◆ What the task requires:
Copy out the first line of the listing and every line after it, exactly, until you have copied the line containing "pinky mcp: (1465, 924)".

◆ Records supplied:
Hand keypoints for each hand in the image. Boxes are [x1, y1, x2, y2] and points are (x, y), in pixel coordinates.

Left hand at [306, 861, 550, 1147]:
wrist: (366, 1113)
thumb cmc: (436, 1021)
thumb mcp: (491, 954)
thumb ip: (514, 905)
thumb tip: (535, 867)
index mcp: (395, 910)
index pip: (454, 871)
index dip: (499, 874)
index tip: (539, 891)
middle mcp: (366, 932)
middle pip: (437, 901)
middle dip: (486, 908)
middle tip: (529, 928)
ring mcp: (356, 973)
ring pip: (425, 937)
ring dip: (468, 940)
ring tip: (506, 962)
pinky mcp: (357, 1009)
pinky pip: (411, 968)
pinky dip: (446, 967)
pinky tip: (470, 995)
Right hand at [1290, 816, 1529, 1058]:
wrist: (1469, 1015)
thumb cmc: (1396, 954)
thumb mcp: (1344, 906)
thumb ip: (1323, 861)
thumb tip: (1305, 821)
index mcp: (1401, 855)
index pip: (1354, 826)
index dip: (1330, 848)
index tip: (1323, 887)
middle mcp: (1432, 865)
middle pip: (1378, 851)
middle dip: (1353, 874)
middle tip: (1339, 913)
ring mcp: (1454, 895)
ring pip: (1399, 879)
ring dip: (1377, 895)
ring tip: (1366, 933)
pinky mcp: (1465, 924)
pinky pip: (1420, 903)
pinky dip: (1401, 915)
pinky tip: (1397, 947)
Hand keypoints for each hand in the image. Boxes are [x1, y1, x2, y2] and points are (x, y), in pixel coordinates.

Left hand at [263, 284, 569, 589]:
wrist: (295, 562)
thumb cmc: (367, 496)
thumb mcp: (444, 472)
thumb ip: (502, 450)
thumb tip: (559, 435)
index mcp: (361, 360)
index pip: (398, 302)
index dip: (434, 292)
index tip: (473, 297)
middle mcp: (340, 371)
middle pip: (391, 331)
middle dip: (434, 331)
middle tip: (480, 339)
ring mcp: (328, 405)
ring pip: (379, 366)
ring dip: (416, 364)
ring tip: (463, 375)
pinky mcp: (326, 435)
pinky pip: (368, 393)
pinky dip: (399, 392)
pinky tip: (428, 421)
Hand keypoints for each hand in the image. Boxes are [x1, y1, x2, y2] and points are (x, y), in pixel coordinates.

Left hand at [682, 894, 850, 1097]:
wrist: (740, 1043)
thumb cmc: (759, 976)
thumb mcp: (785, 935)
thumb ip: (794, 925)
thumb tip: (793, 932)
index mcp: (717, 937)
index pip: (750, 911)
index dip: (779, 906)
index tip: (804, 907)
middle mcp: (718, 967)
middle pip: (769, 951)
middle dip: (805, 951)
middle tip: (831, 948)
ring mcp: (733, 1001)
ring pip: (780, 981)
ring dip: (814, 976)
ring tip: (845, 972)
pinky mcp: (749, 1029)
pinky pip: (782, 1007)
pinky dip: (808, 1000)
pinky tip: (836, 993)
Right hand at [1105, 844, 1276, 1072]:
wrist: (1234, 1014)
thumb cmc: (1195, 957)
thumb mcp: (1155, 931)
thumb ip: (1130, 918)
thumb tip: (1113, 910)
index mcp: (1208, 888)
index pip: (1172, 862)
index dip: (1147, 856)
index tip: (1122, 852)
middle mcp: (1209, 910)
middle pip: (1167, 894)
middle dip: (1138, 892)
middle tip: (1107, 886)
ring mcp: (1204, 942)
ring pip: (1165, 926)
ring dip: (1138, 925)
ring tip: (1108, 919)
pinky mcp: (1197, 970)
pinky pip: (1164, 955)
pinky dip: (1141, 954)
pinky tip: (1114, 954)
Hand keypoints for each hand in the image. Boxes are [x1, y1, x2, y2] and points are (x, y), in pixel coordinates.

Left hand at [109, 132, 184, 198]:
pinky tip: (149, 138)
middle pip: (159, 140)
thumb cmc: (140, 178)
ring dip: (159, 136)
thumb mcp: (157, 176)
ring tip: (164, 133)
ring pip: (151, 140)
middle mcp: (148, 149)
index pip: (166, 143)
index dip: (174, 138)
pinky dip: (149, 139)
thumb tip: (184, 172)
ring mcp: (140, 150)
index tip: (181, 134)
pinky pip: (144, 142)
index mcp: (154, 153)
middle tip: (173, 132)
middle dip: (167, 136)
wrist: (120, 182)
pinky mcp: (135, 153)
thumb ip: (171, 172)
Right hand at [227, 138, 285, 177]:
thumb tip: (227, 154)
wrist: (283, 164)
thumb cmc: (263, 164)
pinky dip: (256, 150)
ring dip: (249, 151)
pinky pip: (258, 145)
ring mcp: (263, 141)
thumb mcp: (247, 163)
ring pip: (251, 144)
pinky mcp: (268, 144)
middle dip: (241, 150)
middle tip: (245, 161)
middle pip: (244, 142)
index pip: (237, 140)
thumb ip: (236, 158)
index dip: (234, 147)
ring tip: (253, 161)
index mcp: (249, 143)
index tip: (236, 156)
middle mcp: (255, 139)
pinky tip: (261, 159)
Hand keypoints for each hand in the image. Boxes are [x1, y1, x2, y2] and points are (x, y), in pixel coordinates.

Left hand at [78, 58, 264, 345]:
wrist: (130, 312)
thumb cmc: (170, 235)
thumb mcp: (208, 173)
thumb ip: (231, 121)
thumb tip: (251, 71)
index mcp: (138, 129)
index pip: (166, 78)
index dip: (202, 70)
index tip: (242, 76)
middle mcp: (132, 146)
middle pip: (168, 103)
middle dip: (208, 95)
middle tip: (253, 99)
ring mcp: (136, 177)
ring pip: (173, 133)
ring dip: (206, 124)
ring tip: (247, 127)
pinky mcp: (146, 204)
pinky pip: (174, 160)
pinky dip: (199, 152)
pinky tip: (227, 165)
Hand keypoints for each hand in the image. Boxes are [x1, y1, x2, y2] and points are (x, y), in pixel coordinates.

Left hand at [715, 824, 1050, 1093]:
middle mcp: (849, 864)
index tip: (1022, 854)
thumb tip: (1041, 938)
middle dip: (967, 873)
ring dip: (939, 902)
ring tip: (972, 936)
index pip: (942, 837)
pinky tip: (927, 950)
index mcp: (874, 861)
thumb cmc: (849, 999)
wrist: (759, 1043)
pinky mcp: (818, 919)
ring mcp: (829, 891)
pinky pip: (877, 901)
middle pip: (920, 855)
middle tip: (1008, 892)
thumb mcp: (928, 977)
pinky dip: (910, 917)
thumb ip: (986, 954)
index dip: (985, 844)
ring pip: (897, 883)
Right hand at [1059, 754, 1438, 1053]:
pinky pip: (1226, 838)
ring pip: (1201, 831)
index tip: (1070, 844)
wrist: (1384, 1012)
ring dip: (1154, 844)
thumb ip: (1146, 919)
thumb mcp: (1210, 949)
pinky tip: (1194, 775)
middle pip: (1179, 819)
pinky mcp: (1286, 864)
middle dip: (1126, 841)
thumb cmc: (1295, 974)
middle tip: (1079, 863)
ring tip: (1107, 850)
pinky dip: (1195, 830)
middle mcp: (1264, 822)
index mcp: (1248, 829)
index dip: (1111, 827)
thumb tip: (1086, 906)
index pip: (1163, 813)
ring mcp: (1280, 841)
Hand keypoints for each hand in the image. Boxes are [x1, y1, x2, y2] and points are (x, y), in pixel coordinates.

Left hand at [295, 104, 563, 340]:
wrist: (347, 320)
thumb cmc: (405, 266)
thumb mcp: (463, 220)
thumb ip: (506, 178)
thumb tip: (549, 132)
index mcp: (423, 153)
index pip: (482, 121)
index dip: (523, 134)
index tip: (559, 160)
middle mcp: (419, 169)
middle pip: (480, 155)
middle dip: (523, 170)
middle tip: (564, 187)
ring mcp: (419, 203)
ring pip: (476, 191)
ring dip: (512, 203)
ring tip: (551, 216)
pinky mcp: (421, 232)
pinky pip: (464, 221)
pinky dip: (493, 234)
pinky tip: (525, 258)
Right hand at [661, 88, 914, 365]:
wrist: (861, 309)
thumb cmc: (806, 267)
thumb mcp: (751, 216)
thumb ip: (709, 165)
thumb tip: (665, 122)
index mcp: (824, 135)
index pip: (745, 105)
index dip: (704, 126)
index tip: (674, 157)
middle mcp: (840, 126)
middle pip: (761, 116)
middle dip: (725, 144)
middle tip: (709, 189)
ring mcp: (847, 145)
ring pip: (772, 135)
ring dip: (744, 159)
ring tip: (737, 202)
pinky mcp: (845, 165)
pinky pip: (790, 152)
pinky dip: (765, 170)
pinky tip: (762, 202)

◆ Task solution:
Hand keypoints for each hand in the image. Boxes are [x1, y1, x2, y2] and points are (x, y), in pixel coordinates.

Left hand at [306, 861, 550, 1147]:
wrist: (366, 1113)
thumb cmc: (436, 1021)
thumb mcp: (491, 954)
thumb ip: (514, 905)
thumb tip: (535, 867)
index mcp: (395, 910)
index pip: (454, 871)
index dip: (499, 874)
index tip: (539, 891)
middle mcp: (366, 932)
middle pip: (437, 901)
middle dip: (486, 908)
middle tip: (529, 928)
ring mcp: (356, 973)
ring pip: (425, 937)
ring dip: (468, 940)
ring tip: (506, 962)
pinky mcp: (357, 1009)
pinky pip: (411, 968)
pinky dip: (446, 967)
pinky tip: (470, 995)
Right hand at [1290, 816, 1529, 1058]:
wrist: (1469, 1015)
thumb cmc: (1396, 954)
thumb mcp: (1344, 906)
thumb ip: (1323, 861)
thumb tip: (1305, 821)
index mcp: (1401, 855)
index pip: (1354, 826)
index dip: (1330, 848)
index tip: (1323, 887)
middle mcp: (1432, 865)
middle pip: (1378, 851)
middle dip: (1353, 874)
middle tip: (1339, 913)
ring mcp: (1454, 895)
ring pip: (1399, 879)
ring dip: (1377, 895)
ring tip: (1366, 933)
pinky mcp: (1465, 924)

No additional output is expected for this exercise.